If you notice earth,
and light, and time,
and life and song and sky –
when you see their commonality,
it certainly will move your thought

And as for wars and rumors of wars
and scarcity and trauma  –
let us take what we are made of
and use it as a light to guide our way –
let us hold it high,
each one for each other,
and let us all together
walk away.

©Wendy Mulhern
March 23, 2022

Remorse

Can’t leave them even for a day,
for days will try, like seeds,
to stick together –
you think you have just one
but it was two or three,
enough,  at some point,
for the soil to dry out,
and what had been eager and healthy
last time I looked
has completely shriveled up –
small thread where once a stalk was

When I came back after that one day
(or was it two or three?)
and saw them languishing,
I squirted, a long time,
with my spray bottle,
hoping they still had the structure
to take it in, hoping the soil, too,
would hold the moisture

But fearing I’d been fooled
as with one fairy kingdom day
that lasts for years
and let them die.
I’m sorry.
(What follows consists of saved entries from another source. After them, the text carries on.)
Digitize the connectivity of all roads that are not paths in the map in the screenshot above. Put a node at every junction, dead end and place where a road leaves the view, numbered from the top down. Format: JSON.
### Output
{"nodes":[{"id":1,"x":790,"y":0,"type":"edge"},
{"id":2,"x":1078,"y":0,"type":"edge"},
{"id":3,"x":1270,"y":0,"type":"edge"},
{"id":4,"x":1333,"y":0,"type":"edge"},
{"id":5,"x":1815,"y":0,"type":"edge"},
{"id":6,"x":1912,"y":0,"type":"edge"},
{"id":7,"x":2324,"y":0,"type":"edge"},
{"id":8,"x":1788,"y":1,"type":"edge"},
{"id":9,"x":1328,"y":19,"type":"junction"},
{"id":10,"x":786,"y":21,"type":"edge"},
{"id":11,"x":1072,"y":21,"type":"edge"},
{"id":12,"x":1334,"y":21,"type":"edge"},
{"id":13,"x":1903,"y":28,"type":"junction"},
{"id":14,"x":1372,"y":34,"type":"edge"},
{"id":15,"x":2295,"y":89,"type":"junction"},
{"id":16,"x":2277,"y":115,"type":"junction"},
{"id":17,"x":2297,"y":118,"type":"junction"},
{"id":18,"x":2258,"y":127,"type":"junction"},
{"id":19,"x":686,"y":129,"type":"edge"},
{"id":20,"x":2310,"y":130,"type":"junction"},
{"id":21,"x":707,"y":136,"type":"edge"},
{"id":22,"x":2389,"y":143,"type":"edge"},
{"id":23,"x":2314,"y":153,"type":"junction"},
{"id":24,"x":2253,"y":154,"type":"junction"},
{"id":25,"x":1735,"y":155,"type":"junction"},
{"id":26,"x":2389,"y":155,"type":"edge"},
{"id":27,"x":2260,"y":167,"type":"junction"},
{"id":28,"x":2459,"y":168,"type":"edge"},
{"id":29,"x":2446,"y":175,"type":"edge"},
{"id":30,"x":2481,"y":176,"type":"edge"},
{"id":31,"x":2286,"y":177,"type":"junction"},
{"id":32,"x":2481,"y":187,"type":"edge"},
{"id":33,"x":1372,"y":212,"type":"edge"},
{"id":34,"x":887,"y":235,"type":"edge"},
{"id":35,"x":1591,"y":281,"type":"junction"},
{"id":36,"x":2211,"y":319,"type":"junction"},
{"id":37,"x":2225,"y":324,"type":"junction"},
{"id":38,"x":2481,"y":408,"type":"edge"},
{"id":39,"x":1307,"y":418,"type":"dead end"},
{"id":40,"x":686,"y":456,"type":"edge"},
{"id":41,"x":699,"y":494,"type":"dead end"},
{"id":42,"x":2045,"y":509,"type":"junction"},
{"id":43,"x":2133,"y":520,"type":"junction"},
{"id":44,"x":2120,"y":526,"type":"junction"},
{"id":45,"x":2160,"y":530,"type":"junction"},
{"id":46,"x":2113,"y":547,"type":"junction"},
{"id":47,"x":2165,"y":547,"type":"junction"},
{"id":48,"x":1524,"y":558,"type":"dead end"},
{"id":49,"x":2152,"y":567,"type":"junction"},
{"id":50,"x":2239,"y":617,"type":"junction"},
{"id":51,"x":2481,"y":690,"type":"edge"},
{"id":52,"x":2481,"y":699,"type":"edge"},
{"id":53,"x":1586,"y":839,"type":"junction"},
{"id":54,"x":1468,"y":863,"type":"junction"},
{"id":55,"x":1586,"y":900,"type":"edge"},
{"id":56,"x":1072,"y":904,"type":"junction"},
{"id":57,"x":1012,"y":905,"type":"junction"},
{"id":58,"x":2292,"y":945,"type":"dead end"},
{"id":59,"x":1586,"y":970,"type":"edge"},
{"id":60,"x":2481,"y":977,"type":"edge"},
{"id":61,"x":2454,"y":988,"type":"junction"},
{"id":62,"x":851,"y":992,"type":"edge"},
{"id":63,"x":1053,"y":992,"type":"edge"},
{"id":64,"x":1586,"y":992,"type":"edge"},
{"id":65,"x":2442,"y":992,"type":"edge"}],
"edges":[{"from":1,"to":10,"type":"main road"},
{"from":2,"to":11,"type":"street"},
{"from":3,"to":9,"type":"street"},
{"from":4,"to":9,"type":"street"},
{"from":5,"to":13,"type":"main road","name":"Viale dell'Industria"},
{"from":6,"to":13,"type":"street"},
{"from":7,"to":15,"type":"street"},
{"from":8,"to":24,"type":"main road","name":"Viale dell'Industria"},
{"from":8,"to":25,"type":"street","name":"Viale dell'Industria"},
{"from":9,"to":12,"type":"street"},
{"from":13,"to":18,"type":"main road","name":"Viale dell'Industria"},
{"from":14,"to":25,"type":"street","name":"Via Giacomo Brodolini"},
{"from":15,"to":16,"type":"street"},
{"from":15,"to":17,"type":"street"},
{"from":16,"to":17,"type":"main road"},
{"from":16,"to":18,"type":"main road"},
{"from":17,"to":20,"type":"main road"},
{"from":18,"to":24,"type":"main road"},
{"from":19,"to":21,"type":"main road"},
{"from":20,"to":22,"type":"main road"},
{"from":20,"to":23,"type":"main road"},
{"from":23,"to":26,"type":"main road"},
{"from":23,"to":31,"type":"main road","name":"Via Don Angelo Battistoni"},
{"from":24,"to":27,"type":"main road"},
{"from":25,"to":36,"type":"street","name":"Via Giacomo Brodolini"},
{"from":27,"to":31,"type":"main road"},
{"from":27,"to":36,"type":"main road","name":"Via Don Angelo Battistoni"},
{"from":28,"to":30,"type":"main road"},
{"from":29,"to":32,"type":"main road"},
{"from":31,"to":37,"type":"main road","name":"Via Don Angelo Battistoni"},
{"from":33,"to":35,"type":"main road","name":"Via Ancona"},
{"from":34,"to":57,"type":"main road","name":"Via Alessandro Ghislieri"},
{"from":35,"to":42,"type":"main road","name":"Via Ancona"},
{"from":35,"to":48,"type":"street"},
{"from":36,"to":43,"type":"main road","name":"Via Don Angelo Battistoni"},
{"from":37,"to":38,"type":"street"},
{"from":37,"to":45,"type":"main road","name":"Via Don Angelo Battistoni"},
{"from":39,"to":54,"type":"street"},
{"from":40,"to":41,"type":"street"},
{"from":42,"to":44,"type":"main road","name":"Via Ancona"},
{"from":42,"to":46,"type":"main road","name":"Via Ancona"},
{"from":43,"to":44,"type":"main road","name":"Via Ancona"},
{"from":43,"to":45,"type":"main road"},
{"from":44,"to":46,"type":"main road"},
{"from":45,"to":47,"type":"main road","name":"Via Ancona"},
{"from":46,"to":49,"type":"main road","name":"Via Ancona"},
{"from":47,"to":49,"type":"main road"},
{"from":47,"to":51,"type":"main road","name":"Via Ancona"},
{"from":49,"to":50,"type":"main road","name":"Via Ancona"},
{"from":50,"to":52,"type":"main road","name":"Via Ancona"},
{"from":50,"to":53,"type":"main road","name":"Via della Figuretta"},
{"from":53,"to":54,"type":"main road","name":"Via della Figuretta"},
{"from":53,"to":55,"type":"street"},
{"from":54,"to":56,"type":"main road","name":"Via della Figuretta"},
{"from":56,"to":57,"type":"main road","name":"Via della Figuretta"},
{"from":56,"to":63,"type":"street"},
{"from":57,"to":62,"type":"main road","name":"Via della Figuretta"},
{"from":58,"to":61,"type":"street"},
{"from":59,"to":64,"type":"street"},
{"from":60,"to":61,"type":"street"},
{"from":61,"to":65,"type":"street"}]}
Tomorrow
I shall see if they revive.
Tomorrow, maybe,
I will try again.

©Wendy Mulhern
March 21, 2022


Retrospective

Again I see I haven’t changed
(this observation, too, it seems,
I”ve had with equal puzzlement before)

Here I was thinking I’d come so far,
so many steps on the relentless road,
so many lessons,
so much left behind,
so many strengths newly accrued

But now I see that I was writing
about the same things years ago,
exclaiming over these same revelations
and views I was delighted to outgrow

I could be rueful,
or I could conclude
my wing tilt is designed for updrafts  –
it’s in my nature
to feel like flying,
a habit I instinctively employ  –
the sense of gain is not illusion really –
it’s just the uplift of my native joy.